此时ALERT日志中开始出现有>>> WAITED TOO LONG FOR A ROW CACHE ENQUEUE LOCK! <<<错误,查看此时的System State dumped TRACE文件,核心进程在等待latch: row cache objects资源,根据故障时ALERT日志中systemstate dump prod2_ora_3191.trc信息来看,以典型的LCK0进程为例,此进程在等待和kghfrunp(释放shared pool中内存)有关的latch,此进程的历史等待事件中也大量存在'latch: shared pool'、latch: row cache objects;kghfrunp(kghfrunp相关的功能是需要从shared pool中释放空间相关)有关的latch。综合考虑,从现在得到的信息来看,很可能发生问题时shared pool的使用出现了问题。
5.2 后续处理方法与建议
1. 数据库SGA内存参数的优化
当前节点1主机内存大小为32GB,节点2由于更换过硬件设备,内存为128GB。
因此之前出于两节点参数统一未对节点2的内存参数进行增加,使用的是sga_target= 12884901888,即12GB。
建议将两节点内存统计设置为SGA设置为节点1内存的一半大小,即16GB。(注意此操作需要重启数据库需要安排停机维护时间窗口进行)
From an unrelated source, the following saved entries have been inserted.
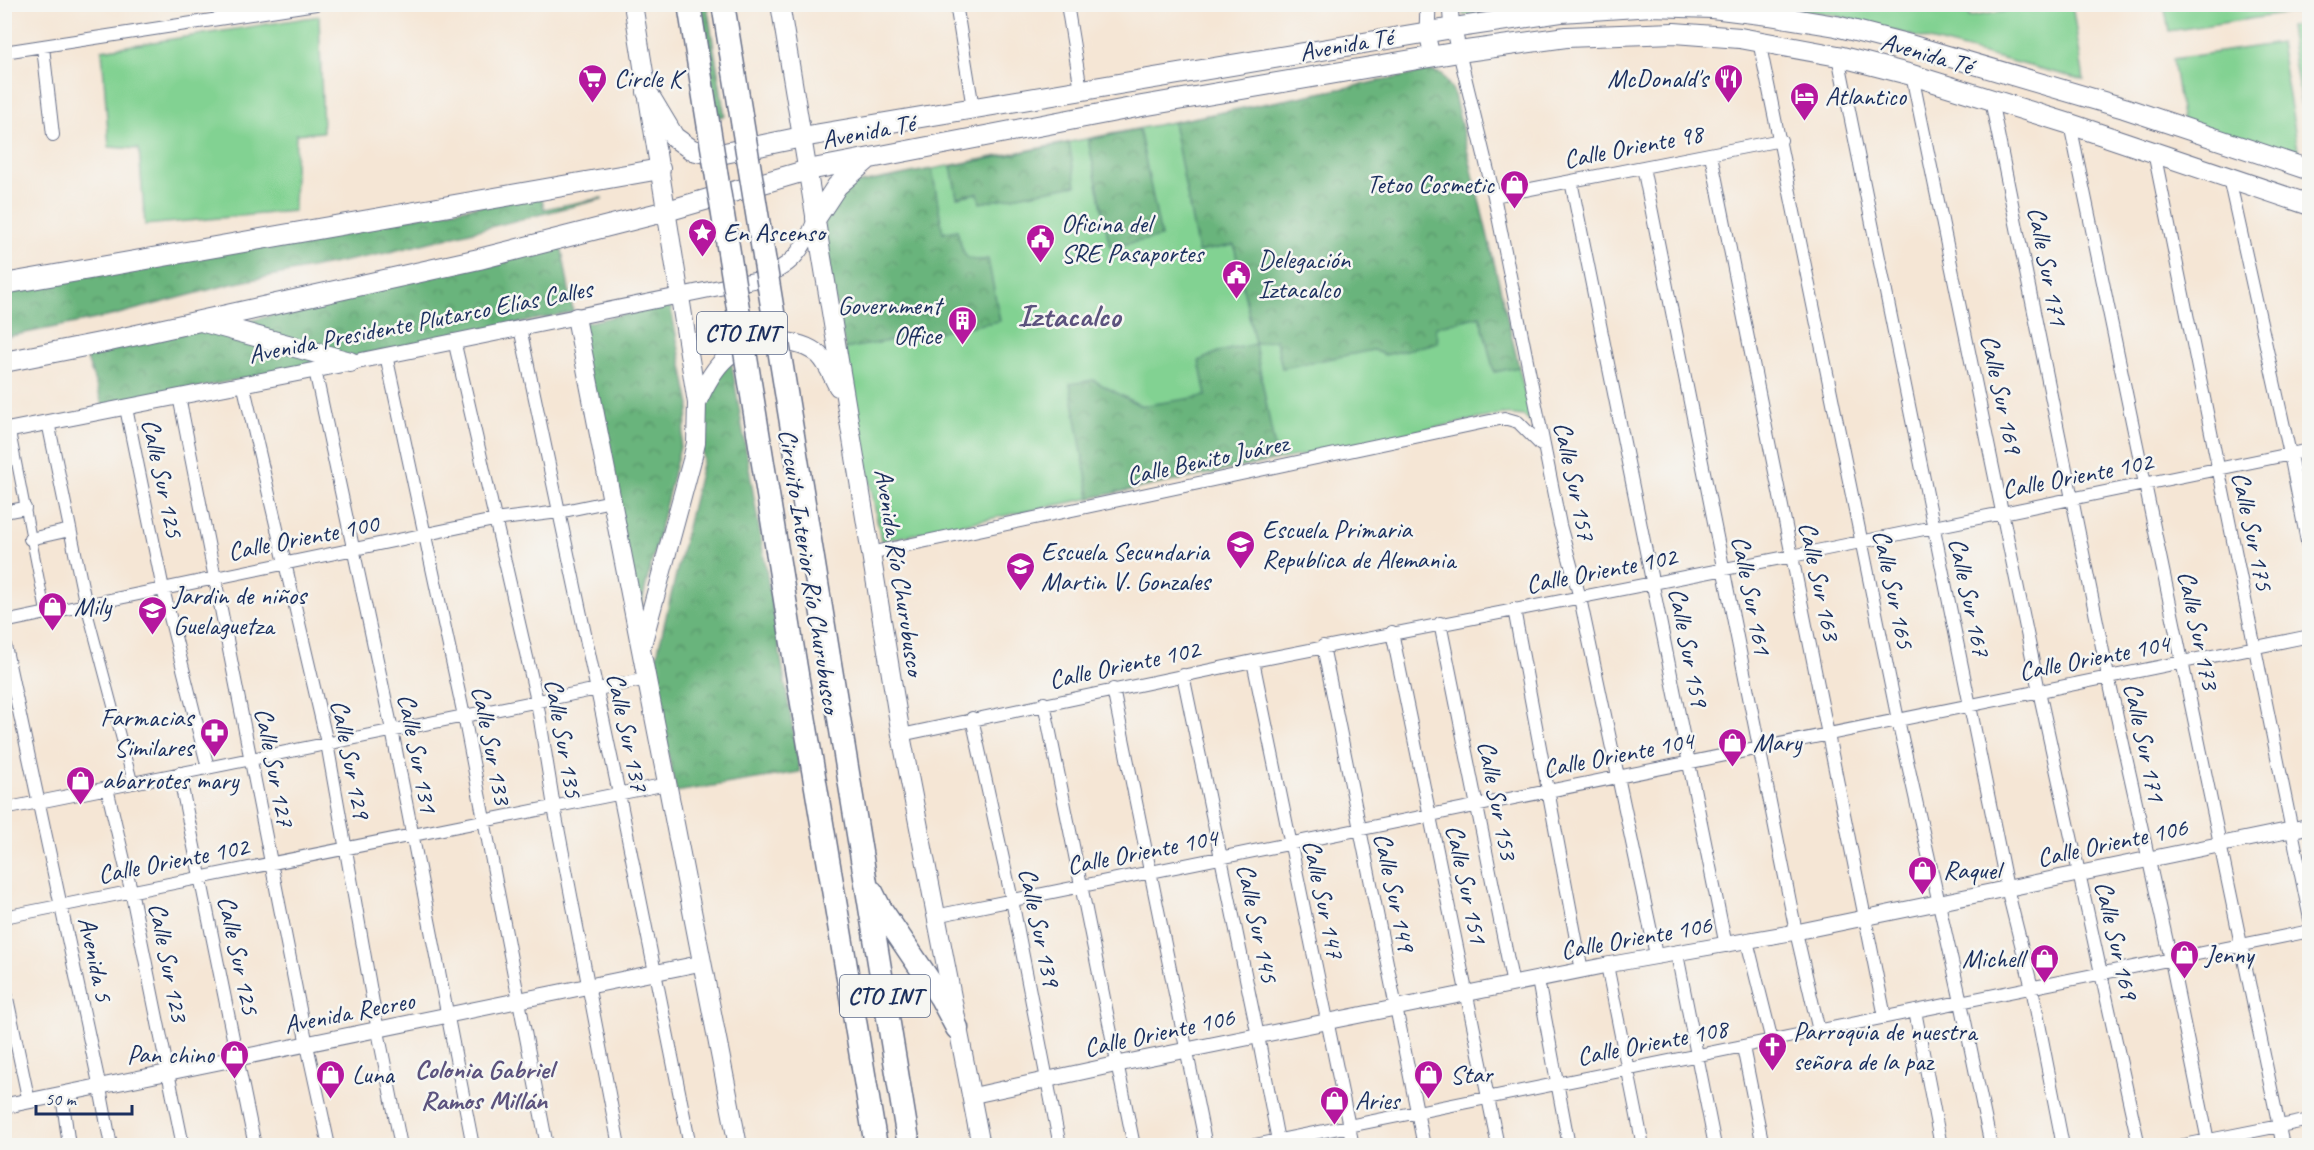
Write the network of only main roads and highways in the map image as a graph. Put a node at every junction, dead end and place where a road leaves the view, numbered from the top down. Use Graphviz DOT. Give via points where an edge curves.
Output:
graph roads {
  1 [pos="633,4"];
  2 [pos="689,4"];
  3 [pos="723,4"];
  4 [pos="780,4"];
  5 [pos="647,92"];
  6 [pos="802,137"];
  7 [pos="869,158"];
  8 [pos="660,169"];
  9 [pos="808,170"];
  10 [pos="2310,170"];
  11 [pos="2310,205"];
  12 [pos="668,211"];
  13 [pos="816,218"];
  14 [pos="4,284"];
  15 [pos="576,317"];
  16 [pos="202,321"];
  17 [pos="4,362"];
  18 [pos="350,362"];
  19 [pos="845,402"];
  20 [pos="697,403"];
  21 [pos="641,650"];
  22 [pos="865,878"];
  23 [pos="957,1028"];
  24 [pos="733,1145"];
  25 [pos="876,1146"];
  26 [pos="909,1146"];
  27 [pos="981,1146"];
  1 -- 5 [label="main road, CTO INT"];
  2 -- 25 [label="highway, Circuito Interior Río Churubusco / CTO INT, bridge"];
  3 -- 22 [label="highway, Circuito Interior Río Churubusco / CTO INT, bridge"];
  4 -- 6 [label="main road, Avenida Río Churubusco / CTO INT"];
  5 -- 6 [label="main road, Avenida Té" via="674,137 700,153 716,155"];
  5 -- 8 [label="main road, CTO INT"];
  6 -- 9 [label="main road, Avenida Río Churubusco / CTO INT"];
  6 -- 10 [label="main road, Avenida Té" via="1453,28 1561,12 1652,6 1712,8 1836,26 2124,108"];
  7 -- 9 [label="main road, Avenida Té"];
  7 -- 11 [label="main road, Avenida Té" via="1432,56 1566,36 1654,32 1759,41 1912,75"];
  7 -- 13 [label="main road" via="837,186"];
  8 -- 12 [label="main road, CTO INT"];
  8 -- 14 [label="main road"];
  9 -- 12 [label="main road, Avenida Té"];
  9 -- 13 [label="main road, Avenida Río Churubusco / CTO INT"];
  12 -- 16 [label="main road, Avenida Presidente Plutarco Elías Calles" via="478,259"];
  12 -- 20 [label="main road, CTO INT"];
  13 -- 19 [label="main road, Avenida Río Churubusco / CTO INT"];
  15 -- 21 [label="main road, CTO INT"];
  16 -- 17 [label="main road, Avenida Presidente Plutarco Elías Calles"];
  16 -- 18 [label="main road"];
  19 -- 20 [label="main road" via="820,356 799,345 774,342 752,346 726,358"];
  19 -- 23 [label="main road, Avenida Río Churubusco / CTO INT" via="901,735"];
  20 -- 21 [label="main road, CTO INT" via="692,460"];
  21 -- 24 [label="main road, CTO INT"];
  22 -- 23 [label="highway"];
  22 -- 26 [label="highway, Circuito Interior Río Churubusco / CTO INT"];
  23 -- 27 [label="main road, Avenida Río Churubusco / CTO INT"];
}
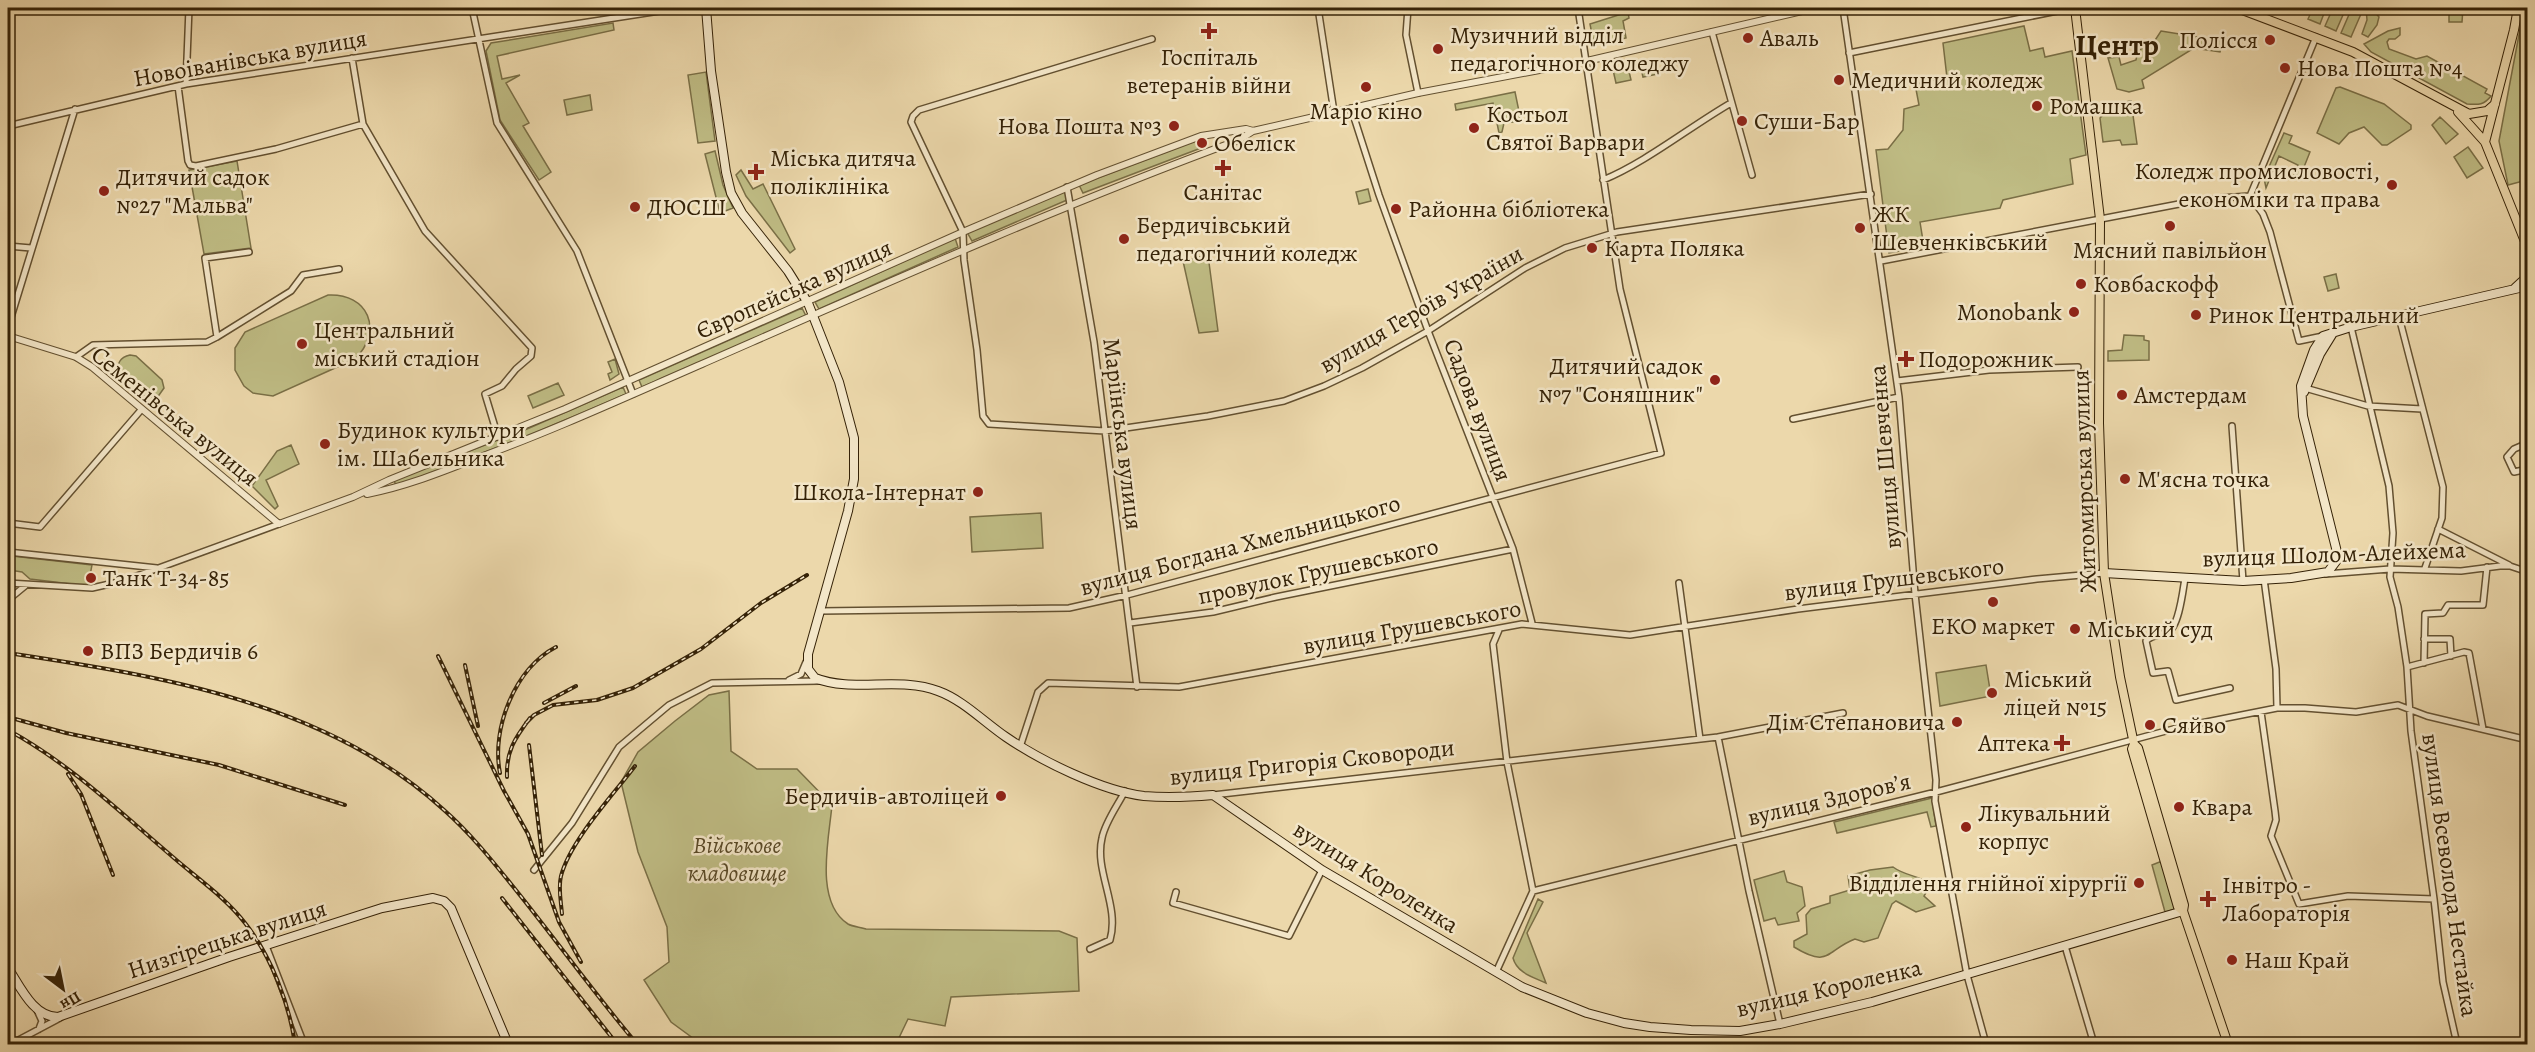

2.数据库buffer cache及shared pool组件优化
建议设置最小的buffer cache及shared pool的值
这是用来设置下限值,使SGA自动管理时不会调整到低于此值。具体值应结合历史AWR报告中Report Summary部分的Cache Sizes大小及Advisory Statistics 部分建议的 Buffer Pool Advisory/Shared Pool Advisory值。使用的命令如下:(注意在非业务高峰时或安排停机维护时间窗口进行)
SQL> ALTER SYSTEM SET DB_CACHE_SIZE=n SCOPE=SPFILE;
SQL> ALTER SYSTEM SET SHARED_POOL_SIZE=m SCOPE=SPFILE;
建议可以设置为BUFFER CACHE 10GB,SHARED POOL 5GB。
3.关闭DRM相关参数
10G
_gc_affinity_time=0
_gc_undo_affinity=FALSE
这2个参数是静态参数,也就是说必须要重启实例才能生效。
实际上可以设置另外2个动态的隐含参数,来达到这个目的。按下面的值设置这2个参数之后,不能完全算是禁止/关闭了DRM,而是从”事实上“关闭了DRM。
--可以设置更高的值。
_gc_affinity_limit=250
_gc_affinity_minimum=10485760
alter system set "_gc_affinity_limit"=250;
alter system set "_gc_affinity_minimum"=10485760;
甚至可以将以上2个参数值设置得更大。这2个参数是立即生效的,在所有的节点上设置这2个参数之后,系统不再进行DRM。
4.建议继续加强对于RAC集群、数据库运行情况、主机资源使用的监控。再次出现类似异常时可以手动收集HANG和Systemstate dump信息来辅助分析,以协助排查。